第一天,只挖了十丈。
不是不拼命,是土太硬了。
寒冬腊月,冻土像铁一样,一锹下去,只能刨出碗口大的一点土渣,火星四溅。虎口震裂,手掌磨出血泡,但进度慢得让人绝望。
扈豹第一个发难。
“禹钧!这他娘的是在挖土还是在刨铁?这么干,别说一个月,三个月也挖不完十里!”他把石锹往地上一扔,啐了口唾沫,“不干了!这活不是人干的!”
“不干就滚!”山鹰冷冷道,“三苗的汉子,没你这么娇气。”
“你说谁娇气?!”扈豹瞪眼。
“说你。”山鹰抓起自己的石锹,刃口已经崩了几个缺口,但他握得更紧,“冻土怎么了?用火烧!烧化了再挖!”
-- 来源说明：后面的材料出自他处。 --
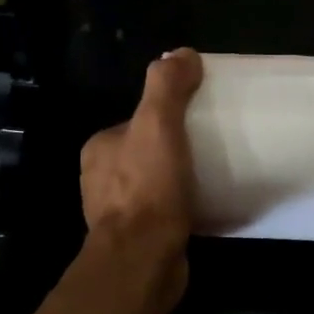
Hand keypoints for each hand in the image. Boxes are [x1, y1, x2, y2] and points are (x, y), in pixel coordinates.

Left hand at [80, 49, 202, 260]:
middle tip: (212, 145)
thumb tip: (182, 53)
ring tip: (214, 175)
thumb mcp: (158, 125)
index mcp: (99, 148)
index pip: (136, 120)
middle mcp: (101, 178)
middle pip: (146, 151)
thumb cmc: (148, 188)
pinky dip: (182, 206)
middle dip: (175, 148)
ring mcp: (117, 212)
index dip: (166, 115)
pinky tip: (206, 206)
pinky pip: (164, 212)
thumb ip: (167, 86)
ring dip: (179, 179)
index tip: (198, 117)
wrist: (143, 260)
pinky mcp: (137, 239)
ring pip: (155, 183)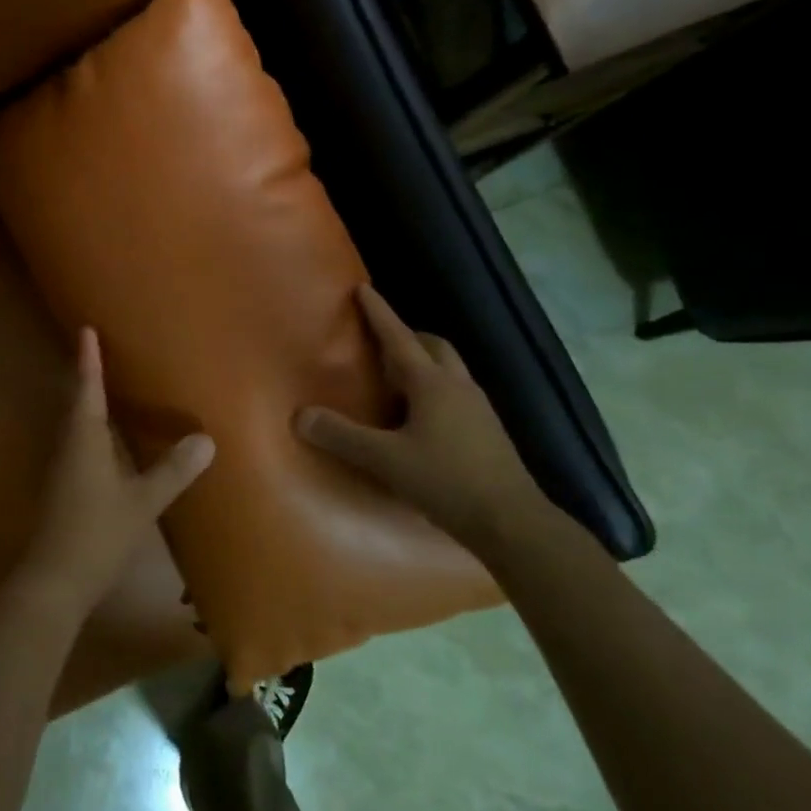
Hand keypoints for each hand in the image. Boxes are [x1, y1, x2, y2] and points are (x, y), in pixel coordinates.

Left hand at [15, 328, 214, 620]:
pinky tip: (107, 438)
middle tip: (99, 350)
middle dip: (86, 375)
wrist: (54, 581)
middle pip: (75, 402)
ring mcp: (62, 468)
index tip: (85, 329)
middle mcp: (68, 446)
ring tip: (107, 386)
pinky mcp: (63, 487)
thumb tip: (206, 438)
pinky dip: (91, 428)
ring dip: (87, 401)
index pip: (87, 389)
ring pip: (75, 424)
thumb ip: (173, 471)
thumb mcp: (142, 502)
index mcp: (83, 440)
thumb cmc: (97, 533)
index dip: (88, 360)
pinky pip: (78, 443)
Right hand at [297, 284, 553, 550]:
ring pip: (449, 370)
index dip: (379, 313)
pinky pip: (456, 395)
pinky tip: (420, 419)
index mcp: (432, 384)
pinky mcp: (488, 432)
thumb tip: (299, 415)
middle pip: (434, 347)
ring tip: (396, 382)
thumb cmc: (446, 480)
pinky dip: (435, 391)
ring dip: (423, 364)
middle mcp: (458, 387)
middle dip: (407, 337)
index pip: (398, 338)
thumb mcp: (385, 459)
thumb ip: (342, 436)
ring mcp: (478, 409)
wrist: (512, 522)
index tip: (363, 288)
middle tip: (381, 344)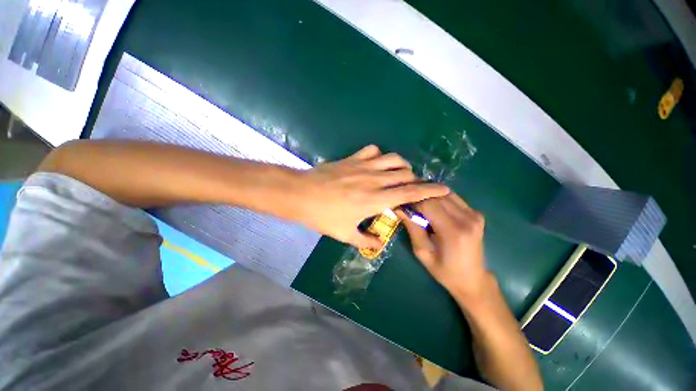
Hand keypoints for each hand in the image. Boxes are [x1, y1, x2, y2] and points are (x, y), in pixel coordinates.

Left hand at [296, 145, 448, 247]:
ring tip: (398, 174)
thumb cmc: (323, 215)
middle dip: (415, 179)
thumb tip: (377, 245)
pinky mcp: (352, 158)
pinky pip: (372, 150)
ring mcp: (363, 166)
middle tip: (412, 187)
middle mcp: (374, 179)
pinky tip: (376, 164)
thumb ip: (364, 240)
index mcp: (375, 199)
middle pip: (405, 173)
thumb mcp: (344, 233)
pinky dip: (380, 156)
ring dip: (401, 166)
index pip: (410, 193)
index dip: (429, 190)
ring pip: (392, 159)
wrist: (301, 194)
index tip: (444, 189)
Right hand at [398, 193, 487, 296]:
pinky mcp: (477, 214)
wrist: (472, 279)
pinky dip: (440, 199)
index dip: (412, 201)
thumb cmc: (443, 270)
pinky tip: (433, 207)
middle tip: (408, 203)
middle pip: (436, 196)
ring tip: (419, 204)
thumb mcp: (422, 251)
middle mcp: (467, 219)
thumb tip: (398, 207)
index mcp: (452, 231)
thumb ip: (412, 227)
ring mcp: (475, 215)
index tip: (401, 203)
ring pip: (445, 193)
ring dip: (430, 196)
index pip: (427, 204)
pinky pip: (453, 198)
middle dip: (420, 197)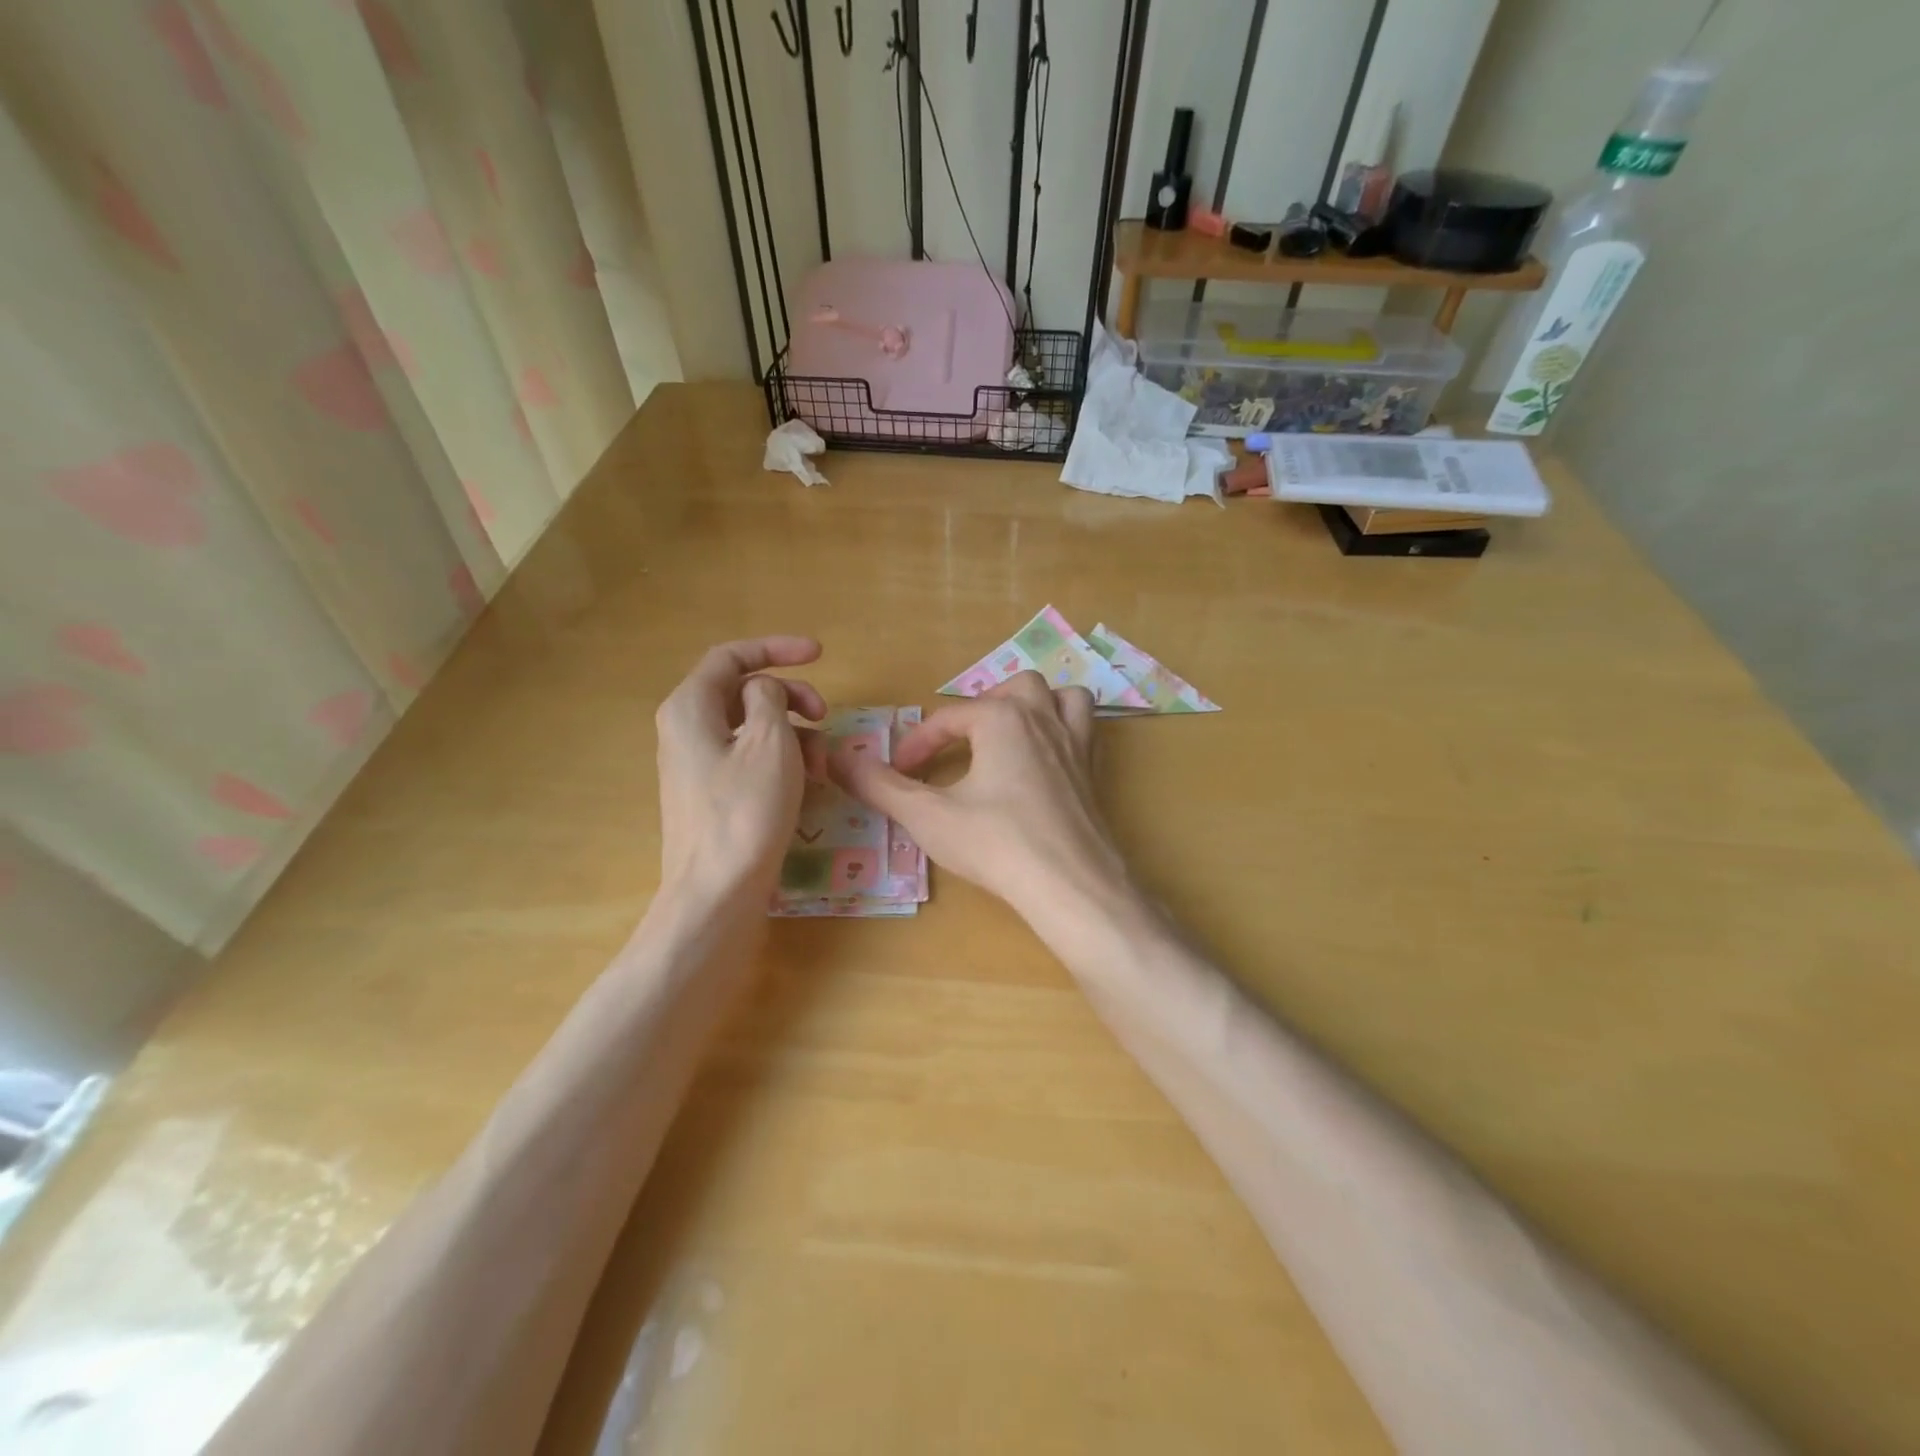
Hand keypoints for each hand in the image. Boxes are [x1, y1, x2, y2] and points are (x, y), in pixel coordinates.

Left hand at [655, 636, 825, 901]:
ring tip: (824, 763)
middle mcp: (686, 730)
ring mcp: (697, 766)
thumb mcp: (770, 741)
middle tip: (825, 715)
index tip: (820, 655)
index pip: (731, 657)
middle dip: (790, 697)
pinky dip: (781, 761)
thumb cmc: (746, 810)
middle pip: (743, 692)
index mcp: (690, 707)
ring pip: (751, 729)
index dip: (777, 648)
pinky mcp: (712, 796)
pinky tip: (808, 783)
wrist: (716, 892)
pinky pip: (749, 760)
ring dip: (793, 734)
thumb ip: (770, 698)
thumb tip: (763, 692)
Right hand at [831, 672, 1131, 930]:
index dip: (918, 743)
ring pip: (1060, 697)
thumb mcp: (928, 816)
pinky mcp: (1094, 773)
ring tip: (1009, 734)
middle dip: (980, 708)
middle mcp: (1043, 719)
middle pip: (1011, 689)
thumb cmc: (996, 844)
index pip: (949, 718)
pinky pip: (1085, 729)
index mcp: (1002, 719)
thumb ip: (881, 786)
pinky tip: (1045, 761)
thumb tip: (836, 758)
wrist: (1070, 885)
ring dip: (1034, 705)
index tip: (899, 772)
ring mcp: (1076, 744)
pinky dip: (1065, 729)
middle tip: (960, 743)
“火烧?”扈豹嗤笑,“哪来那么多柴火?这荒郊野岭的,烧完了,晚上冻死?”
两人眼看要吵起来。
禹钧走过去,没说话,蹲下身,用手摸了摸冻土。确实硬,但也不是完全没有办法。
“扈豹说得对,硬挖不行。”他站起来,“但山鹰说的也对,用火烧,是个办法。不过,不是烧整个河段,是烧关键点。”
他走到河床边,用木棍在地上画出一条线。
“漆水淤塞,主要是这几个弯道,水流缓,泥沙沉积。我们集中人力,先把这几个弯道挖开。其他地方,等开春天暖了,冻土化了,再挖也不迟。”
“可盟约说,一个月疏通十里……”
“盟约说的是‘疏通’,不是‘全部挖开’。”禹钧看向众人,“把几个关键弯道挖宽挖深,让水流畅通,下游的泥沙就会被冲走。这样,虽然河床没全挖,但水通了,目的就达到了。等开春,水势大了,自然会把剩下的淤积冲开。”
扈豹将信将疑:“能行吗?”
“试试就知道了。”禹钧转身,对青禾说,“你带妇人孩子,去捡柴火,越多越好。石勇,你带人垒灶,就在这几个弯道上,架火烧土。山鹰,你的人负责警戒,防止野兽和其他部落骚扰。扈豹,你的人……跟我一起,等土烧软了,就开挖。”
分工明确,各司其职。
青禾带着几十个妇人孩子钻进山林,捡枯枝,扒树皮,甚至把一些枯死的灌木连根拔起。石勇带人在河床边垒起几十个简易土灶,架起柴火。山鹰的人散在四周,持械警戒。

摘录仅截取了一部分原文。